Etude Luxembourg in Transition notamment les zooms sur le Ban de Gasperich et la Z.A. Cloche d’Or

Luxembourg, le 12 janvier 2026

Madame la Bourgmestre,

Le Ministère de l’Aménagement du territoire a publié en décembre 2021 le rapport final de la phase 3 de l’étude Luxembourg in Transition, élaborée par AREP.[1] Cette étude stratégique analyse les leviers d’aménagement du territoire nécessaires pour atteindre la neutralité carbone à l’horizon 2050 et identifie, à travers plusieurs « zooms », des sites à fort potentiel de transformation, notamment sur le territoire de la Ville de Luxembourg.

Dans ce contexte, je souhaite, conformément à la loi communale et au règlement d’ordre intérieur du Conseil communal, soumettre les questions suivantes au Collège échevinal :

  • Le Collège échevinal connaît-il cette étude Luxembourg in Transition et, plus particulièrement, les propositions formulées pour le territoire de la Ville de Luxembourg ?
  • Quelle est son appréciation générale de cette démarche et reconnaît-il l’importance de la transition écologique et territoriale telle que décrite dans cette étude pour l’avenir de la Ville ?

Le nouveau quartier du Ban de Gasperich a déjà bénéficié d’investissements importants en matière d’espaces verts, d’infrastructures de mobilité douce, de transports publics (tram) et d’équipements publics. Néanmoins, le quartier reste aujourd’hui fortement marqué par la place accordée à l’automobile, et son potentiel en matière de qualité de vie, d’espaces de rencontre et services de proximité pourrait être davantage exploité.

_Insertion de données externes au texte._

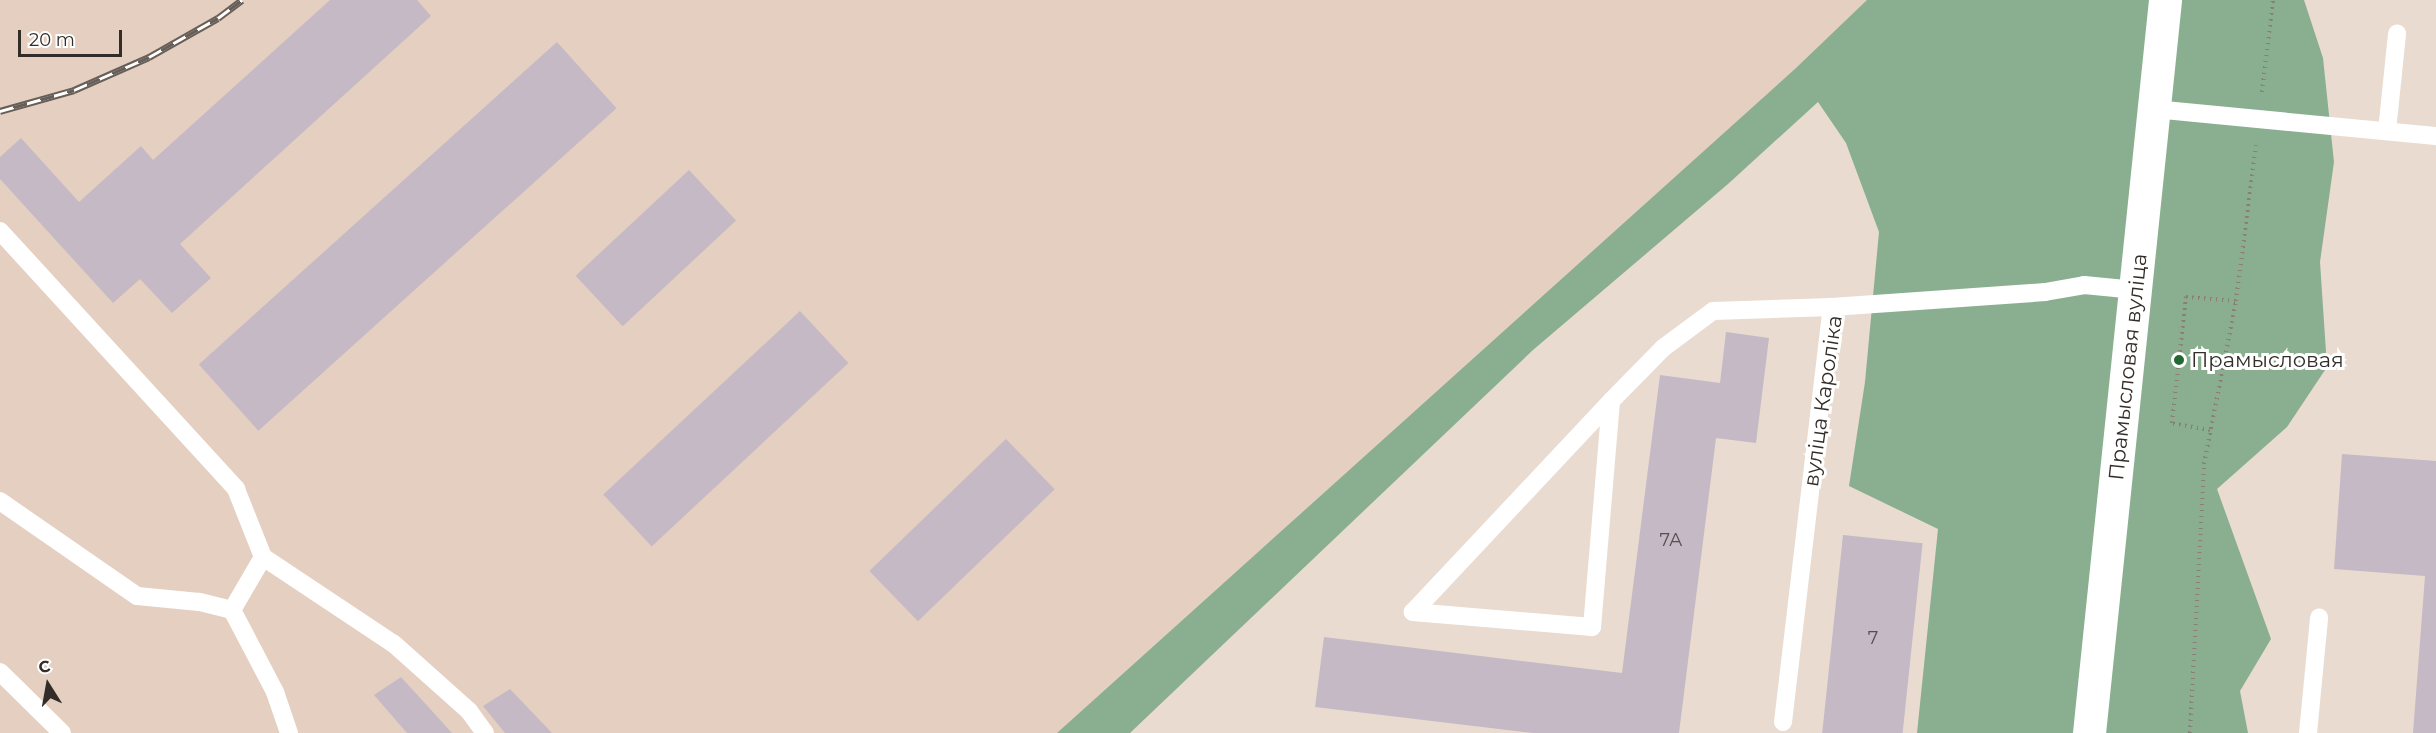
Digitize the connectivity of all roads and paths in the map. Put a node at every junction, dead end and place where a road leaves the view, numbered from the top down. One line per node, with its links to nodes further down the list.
1 (2165, 0): 4 (main road, Прамысловая вуліца)
2 (2273, 0): 5 (path)
3 (2397, 34): 6 (lane)
4 (2154, 109): 5 (lane); 9 (main road, Прамысловая вуліца)
5 (2259, 119): 6 (lane); 10 (path)
6 (2387, 131): 7 (lane)
7 (2436, 136)
8 (0, 231): 15 (lane)
9 (2136, 291): 11 (lane, вуліца Кароліка); 23 (main road, Прамысловая вуліца)
10 (2236, 301): 13 (path); 13 (path)
11 (1832, 307): 12 (lane); 19 (lane, вуліца Кароліка)
12 (1611, 401): 12 (lane)
13 (2210, 430): 24 (path)
14 (0, 501): 16 (lane)
15 (263, 557): 16 (lane); 22 (lane)
16 (232, 610): 21 (lane)
17 (2319, 618): 25 (lane)
18 (0, 672): 20 (lane)
19 (1783, 722)
20 (62, 733)
21 (289, 733)
22 (485, 733)
23 (2089, 733)
24 (2190, 733)
25 (2308, 733)

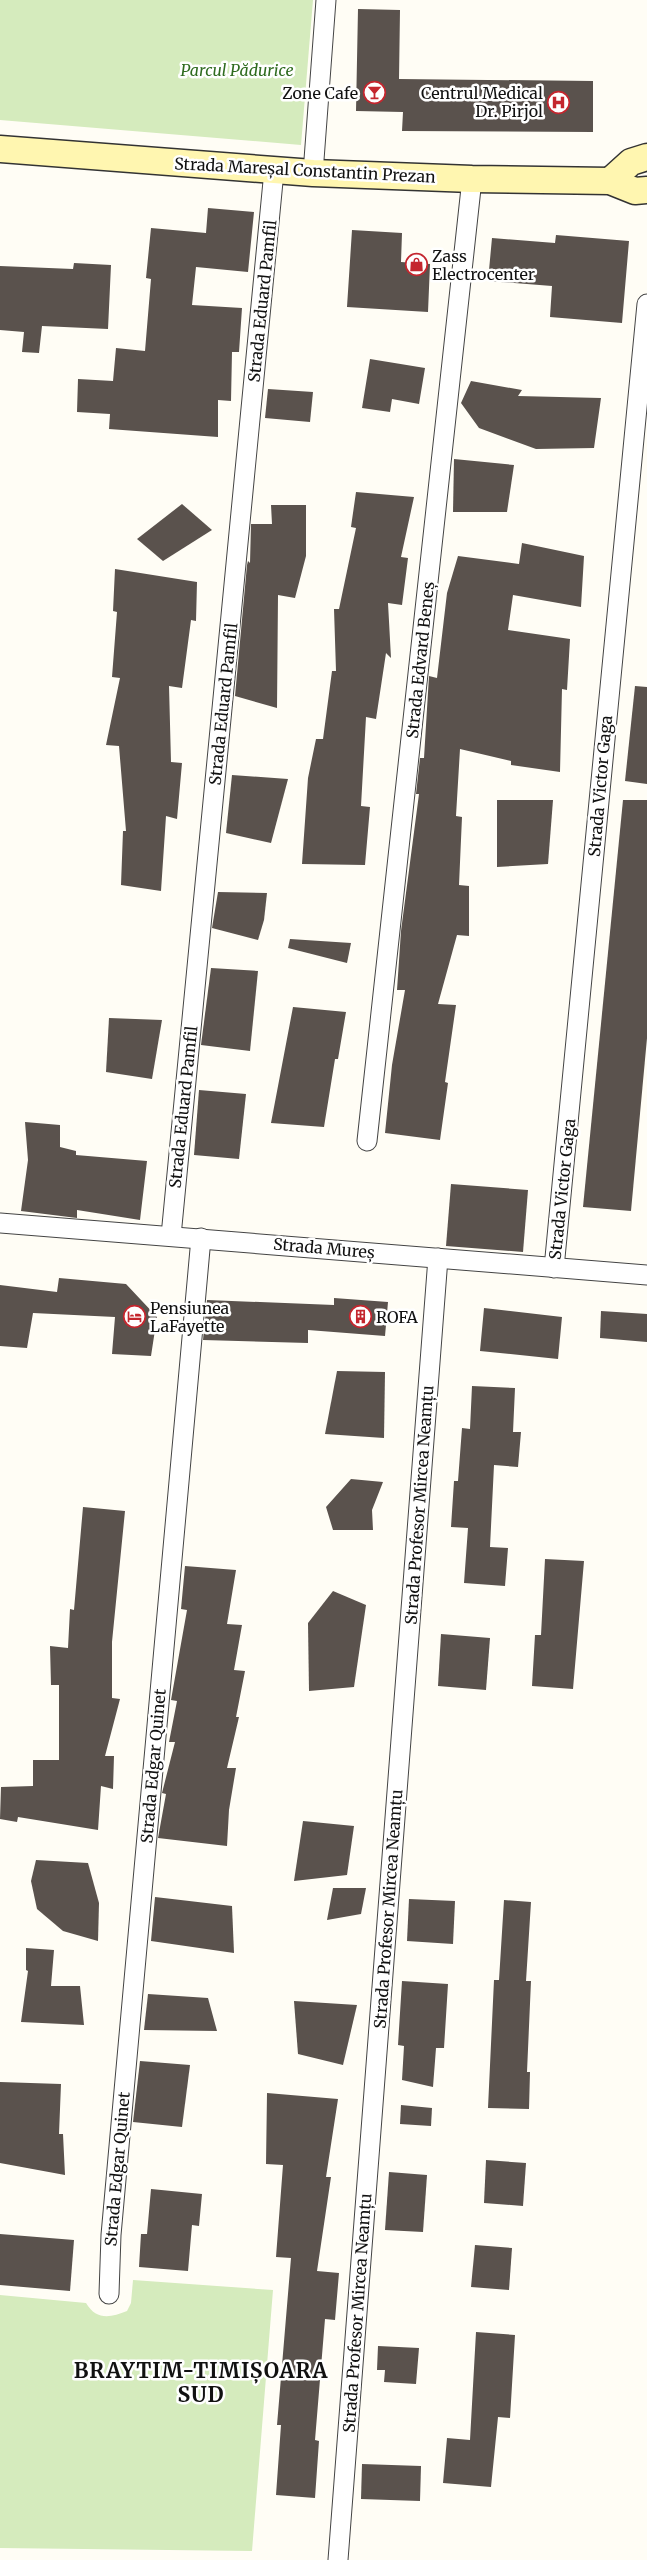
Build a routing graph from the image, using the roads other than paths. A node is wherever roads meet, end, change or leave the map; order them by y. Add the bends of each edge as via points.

A cet égard, l’étude propose, une réallocation de l’espace public en faveur des piéton.nes, de lieux de rencontre, d’infrastructures cyclables plus qualitatives, d’aires de jeux, d’équipements sportifs, de végétalisation accrue ainsi que d’une intégration plus poussée de la production d’énergie (voir p. 108 et suiv.).

  • Quelle est la position du Collège échevinal par rapport à ces propositions ?
  • Existe-t-il des réflexions ou des projets visant à faire évoluer le quartier du Ban de Gasperich dans ce sens afin d’en améliorer la qualité de vie et la résilience climatique ?

L’étude identifie la plus ancienne zone d’activités de la Cloche d’Or comme une zone très monofonctionnelle, fortement artificialisée et consommatrice d’espace, mais présentant un potentiel important de transformation. Elle évoque notamment une utilisation plus efficiente du sol, par exemple à travers des parkings mutualisés, un quartier plus dense et plus mixte, moins émetteur de CO₂ et plus résilient, plus vert, aux usages plus diversifiés et reposant sur une mobilité repensée (voir p. 117 et suiv.).

  • Comment le Collège échevinal évalue-t-il ce potentiel de transformation de la zone d’activités de la Cloche d’Or ?
  • Le CE envisage-t-il une évolution de cette zone vers un quartier plus mixte et durable ?
  • Ne serait-il pas pertinent de prolonger ou d’approfondir cette étude à l’échelle communale afin de planifier concrètement cette transformation, la zone pouvant constituer, à mes yeux, un projet pilote exemplaire pour la transition urbaine à Luxembourg-Ville ?

Je vous remercie par avance pour vos réponses.

Veuillez agréer, Madame la Bourgmestre, l’expression de ma considération distinguée.